Provided entries START
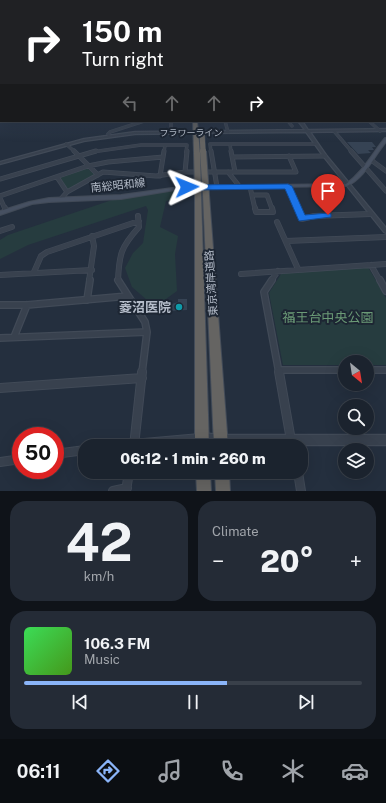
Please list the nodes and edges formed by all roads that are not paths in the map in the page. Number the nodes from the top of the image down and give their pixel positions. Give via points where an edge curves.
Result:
1 (141, 122) edge
2 (171, 122) edge
3 (196, 122) edge
4 (201, 122) edge
5 (225, 122) edge
6 (289, 122) edge
7 (301, 122) edge
8 (370, 122) edge
9 (292, 126) dead end
10 (386, 130) edge
11 (334, 131) junction
12 (380, 131) junction
13 (171, 132) junction
14 (199, 132) junction
15 (228, 132) junction
16 (307, 132) junction
17 (109, 136) junction
18 (385, 141) edge
19 (66, 144) junction
20 (230, 144) junction
21 (315, 144) junction
22 (165, 145) junction
23 (77, 155) junction
24 (233, 156) junction
25 (289, 156) junction
26 (325, 156) junction
27 (163, 157) junction
28 (371, 160) junction
29 (0, 163) edge
30 (88, 166) junction
31 (365, 168) junction
32 (386, 171) edge
33 (185, 172) junction
34 (214, 172) junction
35 (228, 172) junction
36 (235, 172) junction
37 (98, 175) junction
38 (160, 176) junction
39 (57, 177) junction
40 (0, 179) edge
41 (386, 184) edge
42 (348, 185) junction
43 (380, 185) junction
44 (218, 186) junction
45 (288, 186) junction
46 (240, 187) junction
47 (250, 187) junction
48 (386, 191) edge
49 (67, 192) junction
50 (202, 195) junction
51 (252, 195) junction
52 (0, 197) edge
53 (62, 199) junction
54 (6, 210) junction
55 (0, 213) edge
56 (371, 214) junction
57 (277, 222) dead end
58 (12, 227) dead end
59 (0, 231) edge
60 (386, 232) edge
61 (92, 236) junction
62 (386, 237) edge
63 (286, 241) junction
64 (386, 264) edge
65 (371, 265) junction
66 (298, 269) junction
67 (92, 270) junction
68 (278, 271) junction
69 (34, 272) junction
70 (241, 274) dead end
71 (0, 275) edge
72 (386, 291) edge
73 (128, 296) junction
74 (87, 300) junction
75 (0, 305) edge
76 (27, 305) junction
77 (147, 332) junction
78 (14, 337) junction
79 (0, 338) edge
80 (279, 370) junction
81 (338, 370) edge
82 (374, 370) edge
83 (386, 370) edge
84 (142, 378) junction
85 (0, 388) edge
86 (135, 439) edge
87 (202, 439) edge
88 (221, 439) edge
89 (291, 439) edge
90 (386, 440) edge
91 (308, 442) edge
92 (78, 451) edge
93 (64, 453) edge
94 (12, 460) edge
95 (0, 462) edge
96 (128, 479) edge
97 (203, 479) edge
98 (222, 479) edge
99 (299, 479) edge
100 (126, 489) edge
101 (113, 491) edge
102 (204, 491) edge
103 (223, 491) edge
104 (301, 491) edge

1 - 17 street via 110,132
2 - 13 street
3 - 14 highway, 東京湾岸道路
4 - 14 highway, 東京湾岸道路
5 - 15 street
6 - 9 street
7 - 16 street
8 - 12 street
10 - 12 street, フラワーライン
11 - 12 street, フラワーライン
11 - 16 street, フラワーライン
11 - 31 street
13 - 14 street, フラワーライン
13 - 17 street, フラワーライン
14 - 15 street, フラワーライン
14 - 50 highway, 東京湾岸道路, bridge
15 - 16 street, フラワーライン
16 - 21 street
17 - 19 street, フラワーライン
18 - 28 main road
19 - 23 street
19 - 29 street, フラワーライン
20 - 21 street
20 - 24 street
20 - 34 street via 210,144
21 - 26 street
22 - 23 street via 124,146
22 - 27 street
22 - 33 street via 187,145
23 - 30 street
23 - 40 street
24 - 25 street
24 - 36 street
25 - 26 street
25 - 36 street via 296,172
26 - 42 street
27 - 30 street
27 - 38 street
28 - 31 main road
28 - 32 street
30 - 37 street
30 - 39 street
31 - 42 main road
31 - 43 street
33 - 34 street
33 - 38 street
34 - 35 street
34 - 44 street
35 - 36 street
35 - 46 street
37 - 38 street via 103,172
37 - 49 street
39 - 49 street
39 - 52 street
41 - 43 street
42 - 45 main road, 南総昭和線
42 - 56 street
43 - 48 street
44 - 46 main road, 南総昭和線
44 - 53 main road, 南総昭和線 via 176,188 121,197
45 - 47 main road, 南総昭和線
45 - 56 street via 302,219 314,216
46 - 47 main road, 南総昭和線
47 - 51 street
49 - 53 street
50 - 87 highway, 東京湾岸道路
50 - 88 highway, 東京湾岸道路
51 - 51 street via 256,212 273,212 267,195
52 - 54 street
53 - 54 main road, 南総昭和線
54 - 55 main road, 南総昭和線
56 - 60 street
57 - 63 street
58 - 59 street
61 - 67 street
61 - 69 street via 41,256
61 - 73 street via 139,218 139,227 125,243 119,262 118,281
62 - 63 street
63 - 66 street
64 - 65 street
65 - 66 street
65 - 72 street
66 - 68 street
67 - 69 street
67 - 74 street
68 - 70 street
68 - 80 street via 264,292
69 - 71 street
73 - 74 street
73 - 77 street via 145,322
74 - 76 street
75 - 76 street
76 - 78 street
77 - 78 street
77 - 84 street
78 - 79 street
80 - 81 street
80 - 89 street
82 - 83 street
84 - 85 street
84 - 86 street
90 - 91 street
92 - 93 street
94 - 95 street
96 - 100 street
97 - 102 highway
98 - 103 highway
99 - 104 street
100 - 101 street

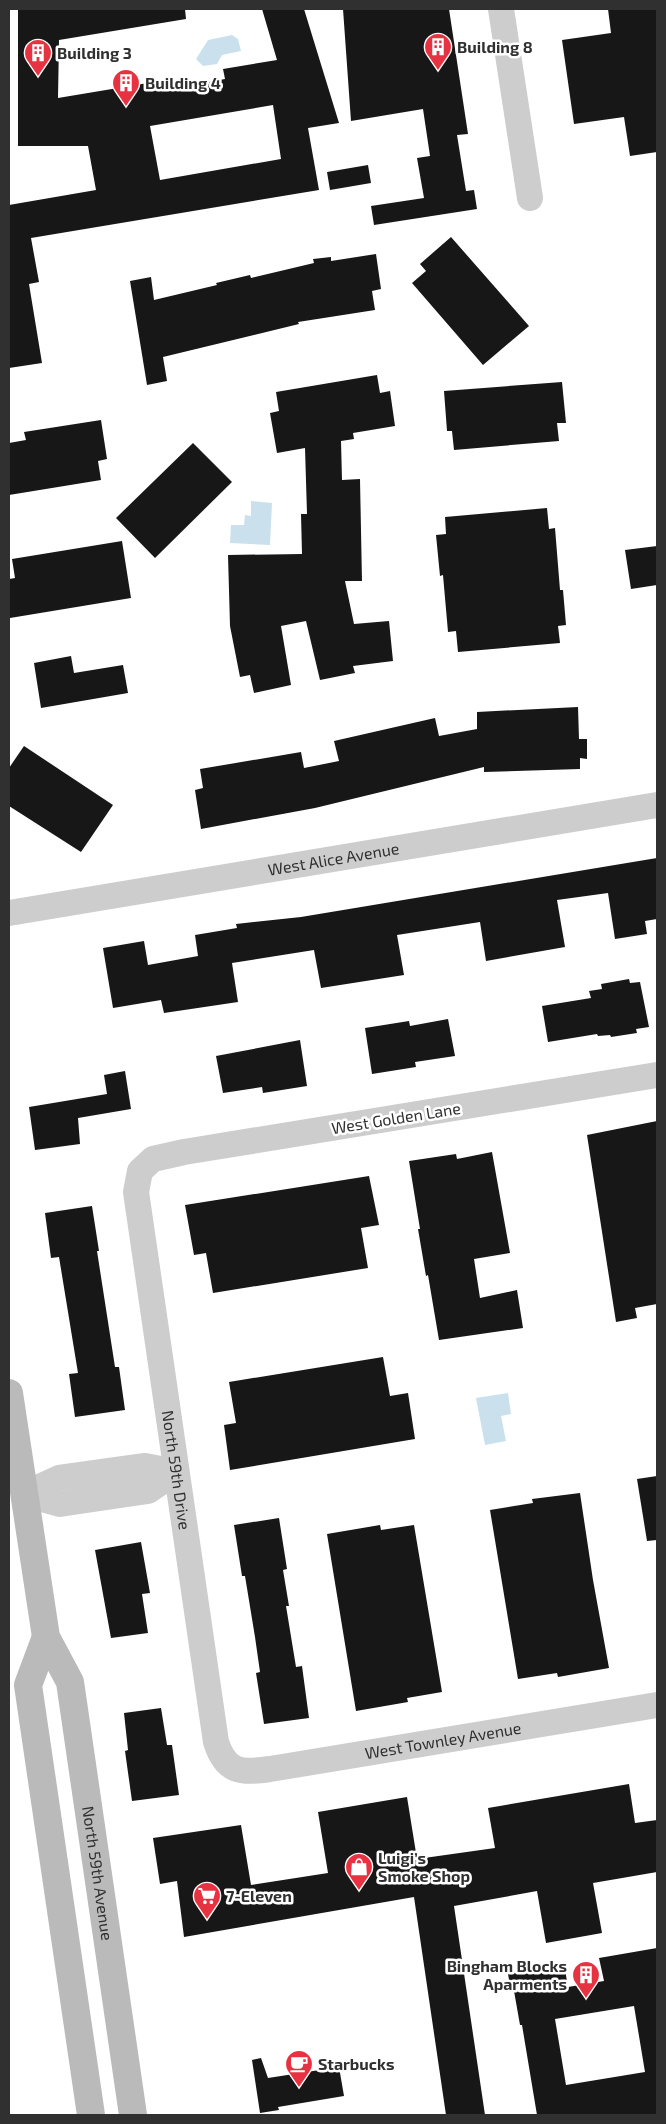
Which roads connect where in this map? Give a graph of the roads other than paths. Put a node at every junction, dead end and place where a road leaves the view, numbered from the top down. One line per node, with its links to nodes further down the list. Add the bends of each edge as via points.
1 (501, 9): 2 (street)
2 (530, 198)
3 (657, 805): 4 (street, West Alice Avenue)
4 (9, 913)
5 (657, 1075): 6 (street, West Golden Lane, via 184,1152 153,1159)
6 (140, 1171): 8 (street, North 59th Drive, via 136,1192)
7 (9, 1393): 9 (main road, North 59th Avenue)
8 (176, 1472): 9 (street, via 148,1491 60,1504); 12 (street, North 59th Drive, via 216,1742 220,1756)
9 (24, 1494): 10 (main road, North 59th Avenue)
10 (46, 1637): 13 (main road, North 59th Avenue, via 28,1684); 14 (main road, North 59th Avenue, via 70,1682)
11 (657, 1705): 12 (street, West Townley Avenue, via 270,1769 247,1772)
12 (230, 1767)
13 (91, 2115)
14 (133, 2115)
Provided entries END
In your copy, please omit the pictures and print every line of the records exactly.

Please list the nodes and edges formed by all roads that are not paths in the map in the page. Number the nodes from the top of the image down and give their pixel positions. Give via points where an edge curves.
Result:
1 (141, 122) edge
2 (171, 122) edge
3 (196, 122) edge
4 (201, 122) edge
5 (225, 122) edge
6 (289, 122) edge
7 (301, 122) edge
8 (370, 122) edge
9 (292, 126) dead end
10 (386, 130) edge
11 (334, 131) junction
12 (380, 131) junction
13 (171, 132) junction
14 (199, 132) junction
15 (228, 132) junction
16 (307, 132) junction
17 (109, 136) junction
18 (385, 141) edge
19 (66, 144) junction
20 (230, 144) junction
21 (315, 144) junction
22 (165, 145) junction
23 (77, 155) junction
24 (233, 156) junction
25 (289, 156) junction
26 (325, 156) junction
27 (163, 157) junction
28 (371, 160) junction
29 (0, 163) edge
30 (88, 166) junction
31 (365, 168) junction
32 (386, 171) edge
33 (185, 172) junction
34 (214, 172) junction
35 (228, 172) junction
36 (235, 172) junction
37 (98, 175) junction
38 (160, 176) junction
39 (57, 177) junction
40 (0, 179) edge
41 (386, 184) edge
42 (348, 185) junction
43 (380, 185) junction
44 (218, 186) junction
45 (288, 186) junction
46 (240, 187) junction
47 (250, 187) junction
48 (386, 191) edge
49 (67, 192) junction
50 (202, 195) junction
51 (252, 195) junction
52 (0, 197) edge
53 (62, 199) junction
54 (6, 210) junction
55 (0, 213) edge
56 (371, 214) junction
57 (277, 222) dead end
58 (12, 227) dead end
59 (0, 231) edge
60 (386, 232) edge
61 (92, 236) junction
62 (386, 237) edge
63 (286, 241) junction
64 (386, 264) edge
65 (371, 265) junction
66 (298, 269) junction
67 (92, 270) junction
68 (278, 271) junction
69 (34, 272) junction
70 (241, 274) dead end
71 (0, 275) edge
72 (386, 291) edge
73 (128, 296) junction
74 (87, 300) junction
75 (0, 305) edge
76 (27, 305) junction
77 (147, 332) junction
78 (14, 337) junction
79 (0, 338) edge
80 (279, 370) junction
81 (338, 370) edge
82 (374, 370) edge
83 (386, 370) edge
84 (142, 378) junction
85 (0, 388) edge
86 (135, 439) edge
87 (202, 439) edge
88 (221, 439) edge
89 (291, 439) edge
90 (386, 440) edge
91 (308, 442) edge
92 (78, 451) edge
93 (64, 453) edge
94 (12, 460) edge
95 (0, 462) edge
96 (128, 479) edge
97 (203, 479) edge
98 (222, 479) edge
99 (299, 479) edge
100 (126, 489) edge
101 (113, 491) edge
102 (204, 491) edge
103 (223, 491) edge
104 (301, 491) edge

1 - 17 street via 110,132
2 - 13 street
3 - 14 highway, 東京湾岸道路
4 - 14 highway, 東京湾岸道路
5 - 15 street
6 - 9 street
7 - 16 street
8 - 12 street
10 - 12 street, フラワーライン
11 - 12 street, フラワーライン
11 - 16 street, フラワーライン
11 - 31 street
13 - 14 street, フラワーライン
13 - 17 street, フラワーライン
14 - 15 street, フラワーライン
14 - 50 highway, 東京湾岸道路, bridge
15 - 16 street, フラワーライン
16 - 21 street
17 - 19 street, フラワーライン
18 - 28 main road
19 - 23 street
19 - 29 street, フラワーライン
20 - 21 street
20 - 24 street
20 - 34 street via 210,144
21 - 26 street
22 - 23 street via 124,146
22 - 27 street
22 - 33 street via 187,145
23 - 30 street
23 - 40 street
24 - 25 street
24 - 36 street
25 - 26 street
25 - 36 street via 296,172
26 - 42 street
27 - 30 street
27 - 38 street
28 - 31 main road
28 - 32 street
30 - 37 street
30 - 39 street
31 - 42 main road
31 - 43 street
33 - 34 street
33 - 38 street
34 - 35 street
34 - 44 street
35 - 36 street
35 - 46 street
37 - 38 street via 103,172
37 - 49 street
39 - 49 street
39 - 52 street
41 - 43 street
42 - 45 main road, 南総昭和線
42 - 56 street
43 - 48 street
44 - 46 main road, 南総昭和線
44 - 53 main road, 南総昭和線 via 176,188 121,197
45 - 47 main road, 南総昭和線
45 - 56 street via 302,219 314,216
46 - 47 main road, 南総昭和線
47 - 51 street
49 - 53 street
50 - 87 highway, 東京湾岸道路
50 - 88 highway, 東京湾岸道路
51 - 51 street via 256,212 273,212 267,195
52 - 54 street
53 - 54 main road, 南総昭和線
54 - 55 main road, 南総昭和線
56 - 60 street
57 - 63 street
58 - 59 street
61 - 67 street
61 - 69 street via 41,256
61 - 73 street via 139,218 139,227 125,243 119,262 118,281
62 - 63 street
63 - 66 street
64 - 65 street
65 - 66 street
65 - 72 street
66 - 68 street
67 - 69 street
67 - 74 street
68 - 70 street
68 - 80 street via 264,292
69 - 71 street
73 - 74 street
73 - 77 street via 145,322
74 - 76 street
75 - 76 street
76 - 78 street
77 - 78 street
77 - 84 street
78 - 79 street
80 - 81 street
80 - 89 street
82 - 83 street
84 - 85 street
84 - 86 street
90 - 91 street
92 - 93 street
94 - 95 street
96 - 100 street
97 - 102 highway
98 - 103 highway
99 - 104 street
100 - 101 street

Which roads connect where in this map? Give a graph of the roads other than paths. Put a node at every junction, dead end and place where a road leaves the view, numbered from the top down. One line per node, with its links to nodes further down the list. Add the bends of each edge as via points.
1 (501, 9): 2 (street)
2 (530, 198)
3 (657, 805): 4 (street, West Alice Avenue)
4 (9, 913)
5 (657, 1075): 6 (street, West Golden Lane, via 184,1152 153,1159)
6 (140, 1171): 8 (street, North 59th Drive, via 136,1192)
7 (9, 1393): 9 (main road, North 59th Avenue)
8 (176, 1472): 9 (street, via 148,1491 60,1504); 12 (street, North 59th Drive, via 216,1742 220,1756)
9 (24, 1494): 10 (main road, North 59th Avenue)
10 (46, 1637): 13 (main road, North 59th Avenue, via 28,1684); 14 (main road, North 59th Avenue, via 70,1682)
11 (657, 1705): 12 (street, West Townley Avenue, via 270,1769 247,1772)
12 (230, 1767)
13 (91, 2115)
14 (133, 2115)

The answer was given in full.